• **GIVEN RECORDS**:
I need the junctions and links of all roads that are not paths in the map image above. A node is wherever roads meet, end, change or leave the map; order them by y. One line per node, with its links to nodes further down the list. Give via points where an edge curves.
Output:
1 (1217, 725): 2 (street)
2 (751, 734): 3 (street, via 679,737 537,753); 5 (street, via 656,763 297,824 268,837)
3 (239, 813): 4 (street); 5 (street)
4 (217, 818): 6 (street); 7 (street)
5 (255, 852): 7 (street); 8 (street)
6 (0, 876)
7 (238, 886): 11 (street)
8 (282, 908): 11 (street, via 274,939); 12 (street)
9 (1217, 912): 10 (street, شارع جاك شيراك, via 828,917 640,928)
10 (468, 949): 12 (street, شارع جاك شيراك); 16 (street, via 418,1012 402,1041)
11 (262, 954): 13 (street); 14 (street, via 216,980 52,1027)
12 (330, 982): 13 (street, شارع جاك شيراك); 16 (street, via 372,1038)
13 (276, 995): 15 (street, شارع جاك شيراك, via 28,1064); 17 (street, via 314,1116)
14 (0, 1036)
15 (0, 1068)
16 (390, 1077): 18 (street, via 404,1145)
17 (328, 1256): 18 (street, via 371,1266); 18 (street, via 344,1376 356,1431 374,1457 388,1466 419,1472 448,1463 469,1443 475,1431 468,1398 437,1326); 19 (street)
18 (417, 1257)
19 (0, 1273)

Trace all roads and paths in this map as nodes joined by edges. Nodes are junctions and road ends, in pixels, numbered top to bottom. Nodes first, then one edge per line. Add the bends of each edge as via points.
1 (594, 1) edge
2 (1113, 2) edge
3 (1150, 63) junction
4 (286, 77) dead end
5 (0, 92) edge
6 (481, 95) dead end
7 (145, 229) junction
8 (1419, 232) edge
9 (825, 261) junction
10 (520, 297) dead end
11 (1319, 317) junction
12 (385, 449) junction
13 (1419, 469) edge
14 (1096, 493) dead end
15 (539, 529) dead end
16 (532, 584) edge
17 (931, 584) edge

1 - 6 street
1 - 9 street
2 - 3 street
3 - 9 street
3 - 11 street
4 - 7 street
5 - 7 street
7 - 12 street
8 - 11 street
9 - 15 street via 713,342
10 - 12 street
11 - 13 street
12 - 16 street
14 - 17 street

• **PROBLEM REQUIREMENTS**:
Only an exact transcription of all the entries will do.

• **FINISHED TASK**:
I need the junctions and links of all roads that are not paths in the map image above. A node is wherever roads meet, end, change or leave the map; order them by y. One line per node, with its links to nodes further down the list. Give via points where an edge curves.
Output:
1 (1217, 725): 2 (street)
2 (751, 734): 3 (street, via 679,737 537,753); 5 (street, via 656,763 297,824 268,837)
3 (239, 813): 4 (street); 5 (street)
4 (217, 818): 6 (street); 7 (street)
5 (255, 852): 7 (street); 8 (street)
6 (0, 876)
7 (238, 886): 11 (street)
8 (282, 908): 11 (street, via 274,939); 12 (street)
9 (1217, 912): 10 (street, شارع جاك شيراك, via 828,917 640,928)
10 (468, 949): 12 (street, شارع جاك شيراك); 16 (street, via 418,1012 402,1041)
11 (262, 954): 13 (street); 14 (street, via 216,980 52,1027)
12 (330, 982): 13 (street, شارع جاك شيراك); 16 (street, via 372,1038)
13 (276, 995): 15 (street, شارع جاك شيراك, via 28,1064); 17 (street, via 314,1116)
14 (0, 1036)
15 (0, 1068)
16 (390, 1077): 18 (street, via 404,1145)
17 (328, 1256): 18 (street, via 371,1266); 18 (street, via 344,1376 356,1431 374,1457 388,1466 419,1472 448,1463 469,1443 475,1431 468,1398 437,1326); 19 (street)
18 (417, 1257)
19 (0, 1273)

Trace all roads and paths in this map as nodes joined by edges. Nodes are junctions and road ends, in pixels, numbered top to bottom. Nodes first, then one edge per line. Add the bends of each edge as via points.
1 (594, 1) edge
2 (1113, 2) edge
3 (1150, 63) junction
4 (286, 77) dead end
5 (0, 92) edge
6 (481, 95) dead end
7 (145, 229) junction
8 (1419, 232) edge
9 (825, 261) junction
10 (520, 297) dead end
11 (1319, 317) junction
12 (385, 449) junction
13 (1419, 469) edge
14 (1096, 493) dead end
15 (539, 529) dead end
16 (532, 584) edge
17 (931, 584) edge

1 - 6 street
1 - 9 street
2 - 3 street
3 - 9 street
3 - 11 street
4 - 7 street
5 - 7 street
7 - 12 street
8 - 11 street
9 - 15 street via 713,342
10 - 12 street
11 - 13 street
12 - 16 street
14 - 17 street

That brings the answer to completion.